Recently... Many things are on my mind.. One thing especially is my exams!! Gosh.. Time really flies.. My internal exams will in 2 weeks time and just a week after that, I'll be having my external exams! All really a rush.. I feel that I've not done anything to prepare myself at all. Haiz.. Who am I kidding? I haven't! Reading the books and doing some exercises doesn't seem enough.. When I come across a question that's similar to the others, I totally blank out.. This is really making me freak out. At first, I thought I wasn't just paying attention to what I was doing. But then, now I'm just thinking that I'm just not ready!!!
Pressure is also building up as I'm taking the computer-based exam.. Means I do the exam on the computer and I get my results straight after I finish. I haven't tried this method of exam before and I thought I'd give it a swirl~ It did seem like a good idea at that time to choose the computer-based instead of the paper-based.. But now, I'm not that sure.. Friends are telling me that it will be harder or that I'll feel more pressured to do well or blah blah blah~ Arghhhh!! All of that is making me just wanna cry out and say "I GIVE UP!!" And now I'll be the only one taking the computer-based as one of my friend who was initially supposed to take same as me has just decided to do the December exam.. Really thinking how it's all going to turn out on that day...
I guess I'm just worried a bit.. It's not that I don't understand what I'm studying.. I like what I'm learning and I know that what I've learned is in my head somewhere.. Just that.. What if it decides not to come out of my mind on the day of the exams? What if I just blank out? Or what if I get too nervous to finish all the questions? Or what if what I actually know is not enough for me to get good grades? So many what if's.. Aiks.. I remember I once read that we shouldn't live in a world of "What If's"... That would be really bad coz we won't be able to do a thing as we would only keep worrying and think about the problem! So GET AWAY all the "What If's" in my head.. GO!! I don't need you!!!!!
Phew~ Really good to write all down here. Although I have my diary to write in, but typing is much better and faster.. Hopefully after this rant, I'll be ok again.. I think because of this "problem", I've been having stressful sleeps.. I wake up all uptight and can't relax even when I sleep.. And with that, I tend to take long afternoon naps which then buys up my time to study.. Really so frustrating! It's so true that you can't win them all..

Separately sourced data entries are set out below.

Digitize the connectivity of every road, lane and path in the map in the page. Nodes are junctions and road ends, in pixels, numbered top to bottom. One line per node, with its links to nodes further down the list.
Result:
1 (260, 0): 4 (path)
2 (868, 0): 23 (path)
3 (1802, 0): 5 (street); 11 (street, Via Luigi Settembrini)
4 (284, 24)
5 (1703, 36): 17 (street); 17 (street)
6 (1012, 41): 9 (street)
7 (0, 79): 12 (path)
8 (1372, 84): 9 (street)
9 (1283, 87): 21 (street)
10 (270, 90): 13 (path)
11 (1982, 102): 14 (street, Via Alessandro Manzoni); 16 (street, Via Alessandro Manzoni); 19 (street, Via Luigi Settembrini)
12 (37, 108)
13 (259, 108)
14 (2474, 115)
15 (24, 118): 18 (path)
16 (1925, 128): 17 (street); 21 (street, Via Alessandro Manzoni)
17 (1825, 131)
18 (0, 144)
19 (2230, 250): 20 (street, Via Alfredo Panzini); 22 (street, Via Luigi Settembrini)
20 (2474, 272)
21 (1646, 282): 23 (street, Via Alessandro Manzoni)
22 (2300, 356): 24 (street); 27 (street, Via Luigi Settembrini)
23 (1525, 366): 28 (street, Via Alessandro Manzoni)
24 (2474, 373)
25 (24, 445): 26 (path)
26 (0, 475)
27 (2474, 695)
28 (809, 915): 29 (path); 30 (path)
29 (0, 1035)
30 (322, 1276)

With all the "business" in studying and preparing for the exams, I kinda fallen behind in my journey with the Lord. I believe this is the biggest problem for me right now.. How can I sacrifice my time and passion for the Lord.. This is so NOT right.. Usually I would always talk to my Lord and tell Him of all the things that I'm grateful for and all the things that I'm happy with throughout the day.. Nowadays, I just pray for what I want.. And if I don't see anything that I want, I'll totally ignore Him.. This is totally unacceptable!!! Lord, I'm sure you know that I've not been totally in-sync with you lately, even I now finally know(or admit, which I think is a more appropriate word)that.. Will You bring me back closer to You? I want to love You like how I did.. I don't want to ever be lukewarm with You.. I want my love to be on fire for You and You alone.. Coz the feeling of not being close with you is a really horrid feeling to go through.. Lord, let me put You first in my life above all else.. Now and forevermore.. Amen!